When I went back, I was armed with a pocket full of glitter and rage. Worked as normal, but the second he got in my face, I reached into my pocket and ever so gently blew a large handful of glitter into his face, smiled sweetly, said I quit and left. It was satisfying.”
Black Friday Chaos Is Too Much To Deal With
“I worked for Best Buy back in the early 2000s, before Geek Squad, as one of their computer techs while in college. The job itself wasn’t horrible, but it was super boring because anything past a simple upgrade was sent out to some depot, so I wasn’t very invested in the job. On top of that, they never got around to ordering my work shirts, so I just walked around in a black polo I already owned instead of a black Best Buy polo.
You’d think that was a hint that they didn’t care about their employees, but then came all the issues with scheduling. I had a very rigid and predictable school schedule: 8 am to 3:30 pm every day. I told my boss when he hired me about it, and he said it wasn’t an issue. However, they kept scheduling me for noon to 8 pm or some weird stuff that conflicted with my schedule at college. After the first few times of ‘Where have you been?!’ it kinda became a running joke and I realized maybe a better job was a good idea.
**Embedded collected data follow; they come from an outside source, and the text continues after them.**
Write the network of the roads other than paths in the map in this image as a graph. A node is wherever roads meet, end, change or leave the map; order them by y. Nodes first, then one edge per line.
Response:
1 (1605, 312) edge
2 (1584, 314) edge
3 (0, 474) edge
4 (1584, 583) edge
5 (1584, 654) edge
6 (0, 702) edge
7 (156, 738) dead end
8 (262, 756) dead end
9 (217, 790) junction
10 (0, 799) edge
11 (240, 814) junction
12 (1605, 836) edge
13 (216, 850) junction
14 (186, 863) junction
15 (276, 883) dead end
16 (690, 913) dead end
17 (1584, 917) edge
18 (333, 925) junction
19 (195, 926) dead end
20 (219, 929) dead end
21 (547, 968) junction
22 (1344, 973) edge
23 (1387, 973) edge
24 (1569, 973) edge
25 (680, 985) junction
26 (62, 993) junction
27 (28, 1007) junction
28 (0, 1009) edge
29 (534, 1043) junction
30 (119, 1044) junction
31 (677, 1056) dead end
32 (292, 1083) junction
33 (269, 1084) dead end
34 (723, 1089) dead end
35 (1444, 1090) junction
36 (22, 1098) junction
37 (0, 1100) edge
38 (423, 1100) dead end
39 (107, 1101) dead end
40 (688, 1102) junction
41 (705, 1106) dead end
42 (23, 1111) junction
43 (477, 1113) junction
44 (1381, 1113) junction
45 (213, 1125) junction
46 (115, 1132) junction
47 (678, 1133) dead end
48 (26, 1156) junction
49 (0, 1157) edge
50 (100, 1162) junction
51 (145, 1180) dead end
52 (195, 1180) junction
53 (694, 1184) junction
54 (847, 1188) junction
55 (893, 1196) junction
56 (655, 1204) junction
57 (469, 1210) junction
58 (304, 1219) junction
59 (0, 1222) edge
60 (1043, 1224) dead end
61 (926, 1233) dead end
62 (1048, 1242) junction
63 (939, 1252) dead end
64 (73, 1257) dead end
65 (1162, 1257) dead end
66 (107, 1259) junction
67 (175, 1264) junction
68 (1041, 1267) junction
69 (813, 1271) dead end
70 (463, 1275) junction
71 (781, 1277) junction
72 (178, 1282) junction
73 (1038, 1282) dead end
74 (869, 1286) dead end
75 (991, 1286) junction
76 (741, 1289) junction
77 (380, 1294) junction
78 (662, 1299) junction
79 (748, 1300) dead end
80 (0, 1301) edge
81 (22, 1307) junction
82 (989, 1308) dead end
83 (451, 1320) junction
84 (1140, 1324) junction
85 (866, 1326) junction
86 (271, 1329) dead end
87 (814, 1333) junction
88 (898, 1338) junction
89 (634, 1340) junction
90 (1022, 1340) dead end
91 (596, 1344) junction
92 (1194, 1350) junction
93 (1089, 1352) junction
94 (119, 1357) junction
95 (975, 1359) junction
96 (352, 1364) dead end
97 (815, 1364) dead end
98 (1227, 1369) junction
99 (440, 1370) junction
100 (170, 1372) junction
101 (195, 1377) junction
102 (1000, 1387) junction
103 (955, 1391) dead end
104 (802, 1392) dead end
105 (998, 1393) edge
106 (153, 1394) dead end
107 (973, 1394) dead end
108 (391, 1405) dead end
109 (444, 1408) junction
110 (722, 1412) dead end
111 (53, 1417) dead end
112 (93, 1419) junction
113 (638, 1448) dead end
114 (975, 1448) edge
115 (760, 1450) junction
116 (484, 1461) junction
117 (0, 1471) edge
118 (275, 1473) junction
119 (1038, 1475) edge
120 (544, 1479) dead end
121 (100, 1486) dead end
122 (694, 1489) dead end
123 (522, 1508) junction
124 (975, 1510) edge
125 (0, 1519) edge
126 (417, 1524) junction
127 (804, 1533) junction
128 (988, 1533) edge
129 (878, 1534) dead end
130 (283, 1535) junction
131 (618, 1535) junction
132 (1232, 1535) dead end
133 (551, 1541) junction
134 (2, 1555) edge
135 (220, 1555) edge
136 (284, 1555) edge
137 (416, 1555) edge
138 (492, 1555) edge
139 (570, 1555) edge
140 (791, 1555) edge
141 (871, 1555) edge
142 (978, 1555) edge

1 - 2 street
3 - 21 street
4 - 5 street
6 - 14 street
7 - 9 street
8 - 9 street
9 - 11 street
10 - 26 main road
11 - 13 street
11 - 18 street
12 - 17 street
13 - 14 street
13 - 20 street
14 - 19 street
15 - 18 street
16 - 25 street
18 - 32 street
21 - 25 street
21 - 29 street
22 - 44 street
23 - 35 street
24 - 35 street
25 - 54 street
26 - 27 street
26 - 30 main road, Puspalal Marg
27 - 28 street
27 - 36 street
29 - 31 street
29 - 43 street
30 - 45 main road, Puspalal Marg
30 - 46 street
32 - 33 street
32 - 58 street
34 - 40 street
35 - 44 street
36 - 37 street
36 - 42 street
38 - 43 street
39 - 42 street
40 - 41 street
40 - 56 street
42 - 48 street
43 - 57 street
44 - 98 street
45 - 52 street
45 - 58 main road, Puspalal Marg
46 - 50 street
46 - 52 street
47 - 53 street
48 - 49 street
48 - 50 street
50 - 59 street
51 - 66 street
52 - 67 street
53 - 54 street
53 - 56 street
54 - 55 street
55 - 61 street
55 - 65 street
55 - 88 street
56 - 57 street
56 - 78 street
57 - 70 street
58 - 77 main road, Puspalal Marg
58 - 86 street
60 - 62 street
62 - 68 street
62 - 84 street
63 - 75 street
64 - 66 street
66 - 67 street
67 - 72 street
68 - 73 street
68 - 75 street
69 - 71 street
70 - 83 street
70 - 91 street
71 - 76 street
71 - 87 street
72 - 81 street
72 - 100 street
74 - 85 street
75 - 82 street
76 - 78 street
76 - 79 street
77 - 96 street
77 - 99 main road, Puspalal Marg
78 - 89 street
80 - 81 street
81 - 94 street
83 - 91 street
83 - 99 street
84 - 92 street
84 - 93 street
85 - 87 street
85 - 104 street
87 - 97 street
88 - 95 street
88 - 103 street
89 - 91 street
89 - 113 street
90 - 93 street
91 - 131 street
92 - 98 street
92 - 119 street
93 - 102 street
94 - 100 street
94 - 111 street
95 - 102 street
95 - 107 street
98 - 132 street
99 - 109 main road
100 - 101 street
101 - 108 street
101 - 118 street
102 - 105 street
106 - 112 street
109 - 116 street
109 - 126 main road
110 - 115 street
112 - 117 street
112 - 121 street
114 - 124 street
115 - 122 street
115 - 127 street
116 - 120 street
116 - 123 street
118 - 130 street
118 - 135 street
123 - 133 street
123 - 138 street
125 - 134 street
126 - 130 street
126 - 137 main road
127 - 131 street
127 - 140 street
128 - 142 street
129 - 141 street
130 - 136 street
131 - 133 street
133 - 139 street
Cue the biggest shopping day of the year: Black Friday. The store was set to open at some ungodly early hour like 3 am, so they wanted everyone at the store at 2 am to get ready. I drag my butt in, and an hour later, total chaos breaks loose. Customers being rude, coworkers being grumpy, and the store manager being rude to everyone. It sucked, I was tired, and we quickly figured out that there was no intent on giving any breaks even though we were scheduled enough hours to legally require one.
5 am rolls around and coworkers are getting angry at management for no breaks and started treating customers like trash. The manager comes over and starts yelling, so I take off my name tag, throw it on the counter and tell him I quit, right in front of the computer department staff and customers and grab my coat and start walking out. He yells after me, ‘YOU HAVE TO TURN IN YOUR SHIRT RIGHT NOW!’ to which I turn around and yell back ‘I’VE BEEN HERE THREE MONTHS AND YOU NEVER GOT ME A SHIRT!’
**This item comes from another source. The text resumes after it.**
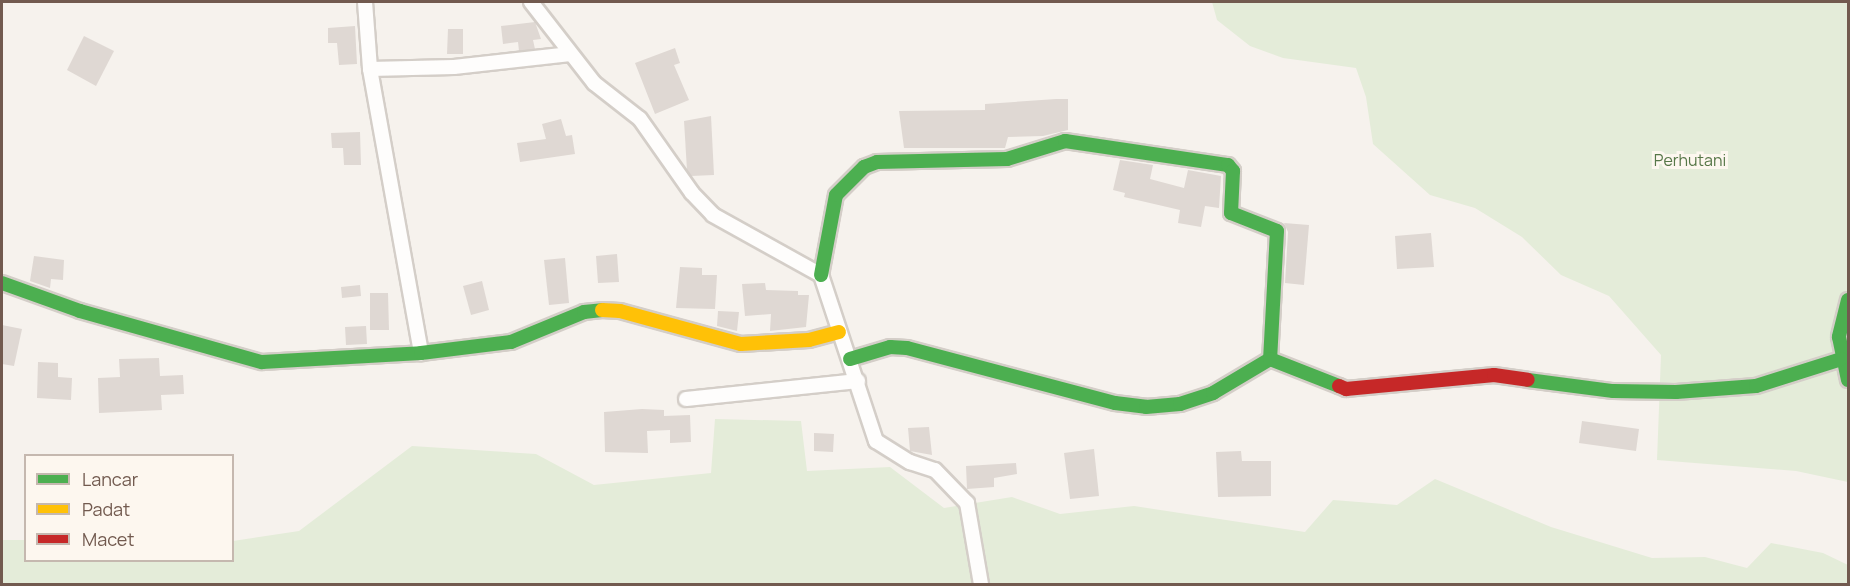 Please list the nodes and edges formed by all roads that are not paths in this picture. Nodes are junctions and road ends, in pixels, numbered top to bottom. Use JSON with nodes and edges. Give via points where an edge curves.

Petty, but man, that felt good.”
“I had a position that was a year’s contract. The year was coming up and I decided that I did not want to continue past the end date , so I told my boss (a complete moron) that I wasn’t going to renew my contract. This was six weeks before the contract ended.
Starting from that day, I was person non-grata in the office. I wasn’t CC’d on any e-mails, not invited to any staff meeting, they had a ‘team building’ event outside the office one day but didn’t tell me. I showed up for work and no one was there in my department, because they were all out ‘team building.’ I spent the whole day just reading a book and surfing the web.
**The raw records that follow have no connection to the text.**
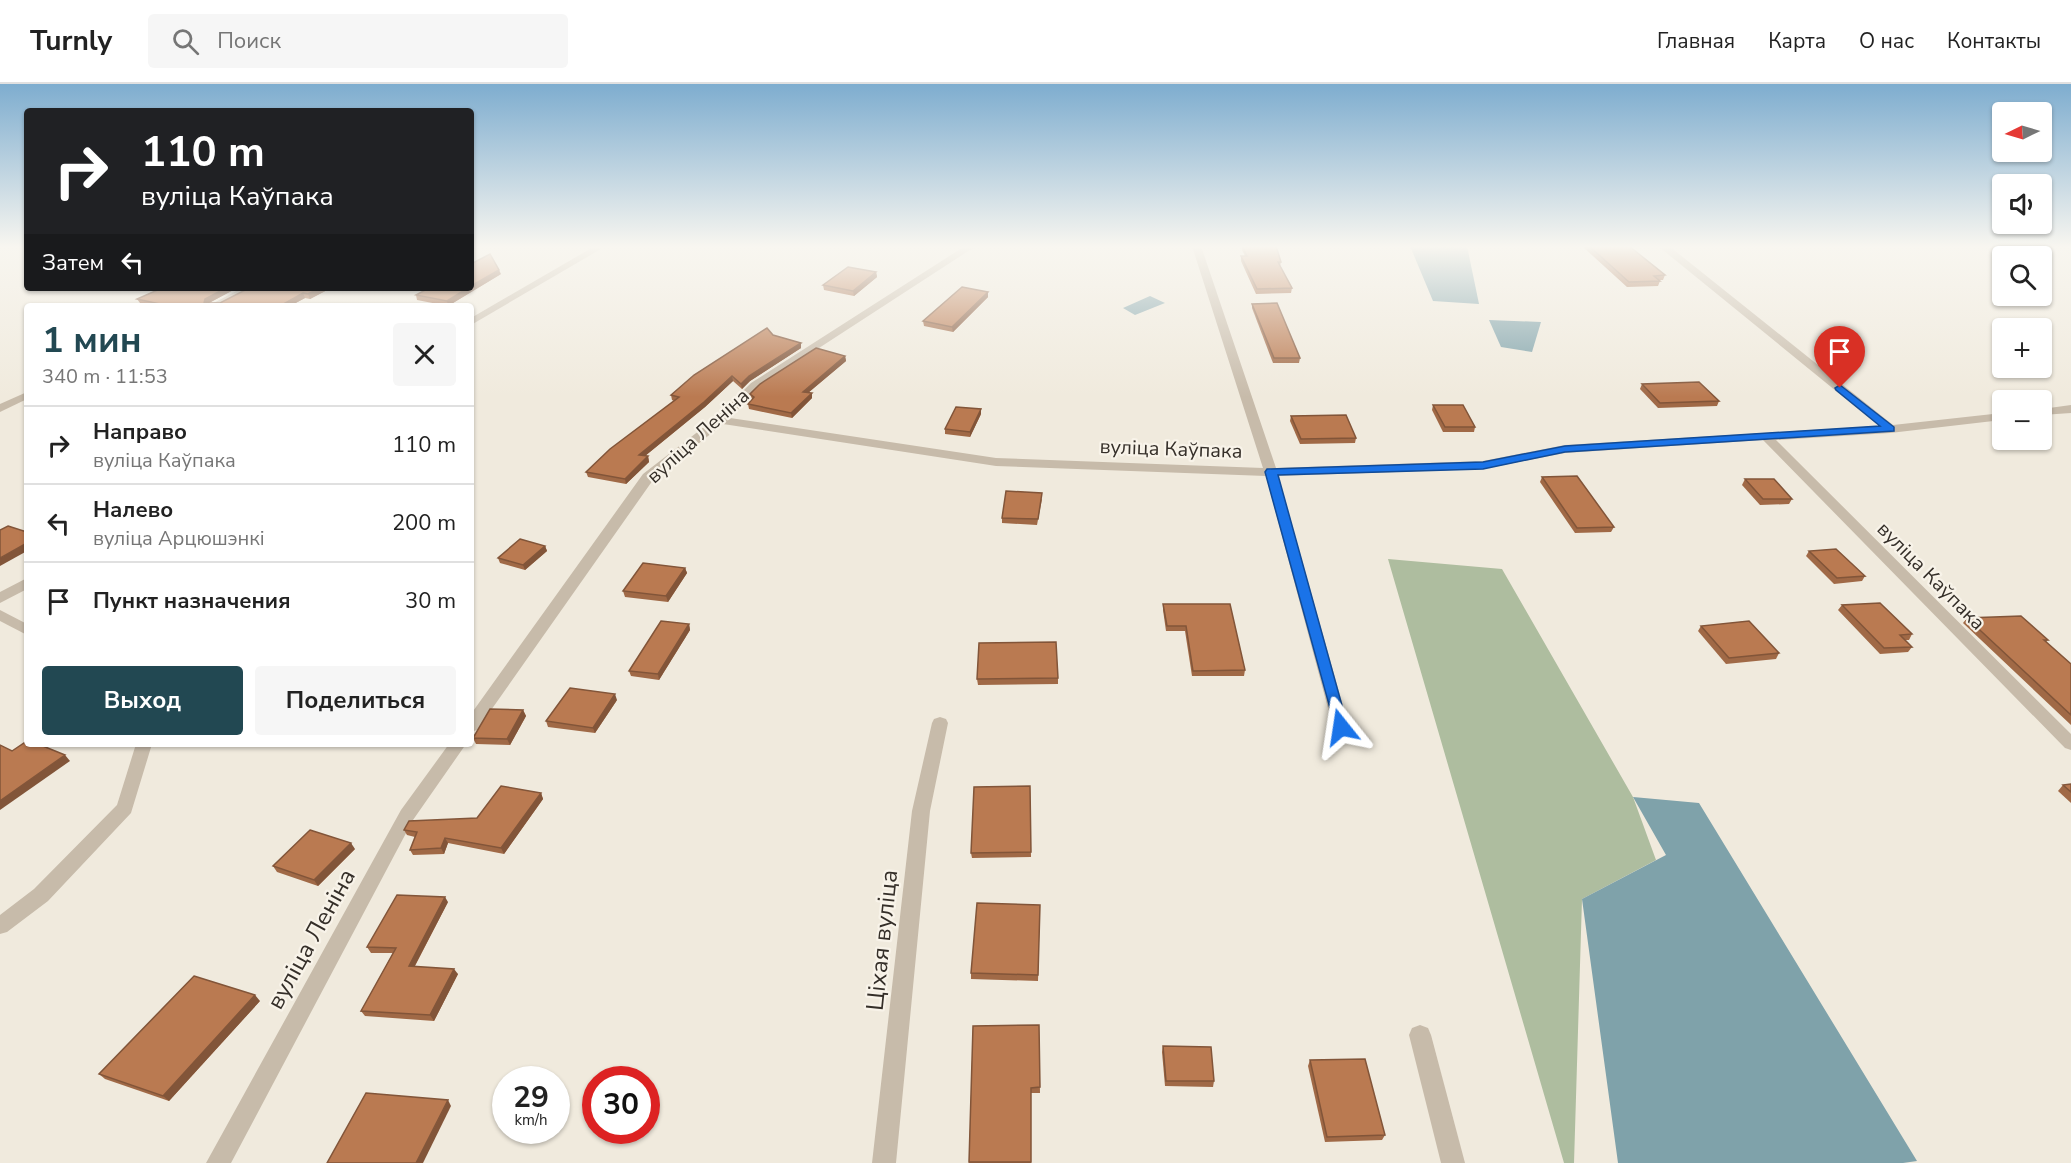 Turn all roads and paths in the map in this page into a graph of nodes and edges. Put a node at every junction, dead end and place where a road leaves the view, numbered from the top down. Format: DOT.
graph roads {
  1 [pos="233,296"];
  2 [pos="515,296"];
  3 [pos="893,296"];
  4 [pos="1213,296"];
  5 [pos="1725,296"];
  6 [pos="219,303"];
  7 [pos="474,320"];
  8 [pos="24,396"];
  9 [pos="0,408"];
  10 [pos="2071,408"];
  11 [pos="2052,411"];
  12 [pos="1992,417"];
  13 [pos="721,420"];
  14 [pos="1890,429"];
  15 [pos="1764,435"];
  16 [pos="1271,472"];
  17 [pos="24,585"];
  18 [pos="0,598"];
  19 [pos="0,615"];
  20 [pos="24,628"];
  21 [pos="474,722"];
  22 [pos="940,723"];
  23 [pos="1341,727"];
  24 [pos="2071,744"];
  25 [pos="143,747"];
  26 [pos="456,747"];
  27 [pos="0,926"];
  28 [pos="1420,1035"];
  29 [pos="218,1163"];
  30 [pos="884,1163"];
  31 [pos="1453,1163"];
  1 -- 6 [label="street"];
  2 -- 7 [label="street"];
  3 -- 13 [label="street, вуліца Леніна"];
  4 -- 16 [label="street"];
  5 -- 14 [label="street"];
  8 -- 9 [label="street"];
  10 -- 11 [label="street"];
  12 -- 14 [label="street, вуліца Каўпака"];
  13 -- 16 [label="street, вуліца Каўпака"];
  13 -- 21 [label="street, вуліца Леніна"];
  14 -- 15 [label="street, вуліца Каўпака"];
  15 -- 16 [label="street, вуліца Каўпака"];
  15 -- 24 [label="street, вуліца Каўпака"];
  16 -- 23 [label="street"];
  17 -- 18 [label="street"];
  19 -- 20 [label="street"];
  22 -- 30 [label="street, Ціхая вуліца"];
  25 -- 27 [label="street"];
  26 -- 29 [label="street, вуліца Леніна"];
  28 -- 31 [label="street"];
}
On my final day, it was about 1 pm and I was saying good-bye to people in other departments. The boss comes down and says, ‘We need you in the office NOW!’
I used the phone to call someone and they said that they had planned a goodbye party for me! After six weeks of being treated like dirt, they wanted to make themselves feel good by giving me a cake.
I said no way – and snuck up to my desk (already cleaned out) and walked out the front door, got in my car and drove home.
Turns out they started paging me for about 30 minutes, then realized that I was gone and the boss got ticked.
She decided NOT to send out my record of employment so I can collect unemployment insurance. I sent an e-mail to her boss, her boss’ boss and the CEO explaining what she did and they had three days to get me my record of employment and if it did not arrive with my final paycheck, I would file a complaint with the government and see where it goes. It arrived via FedEx the next day and she was fired two months later.”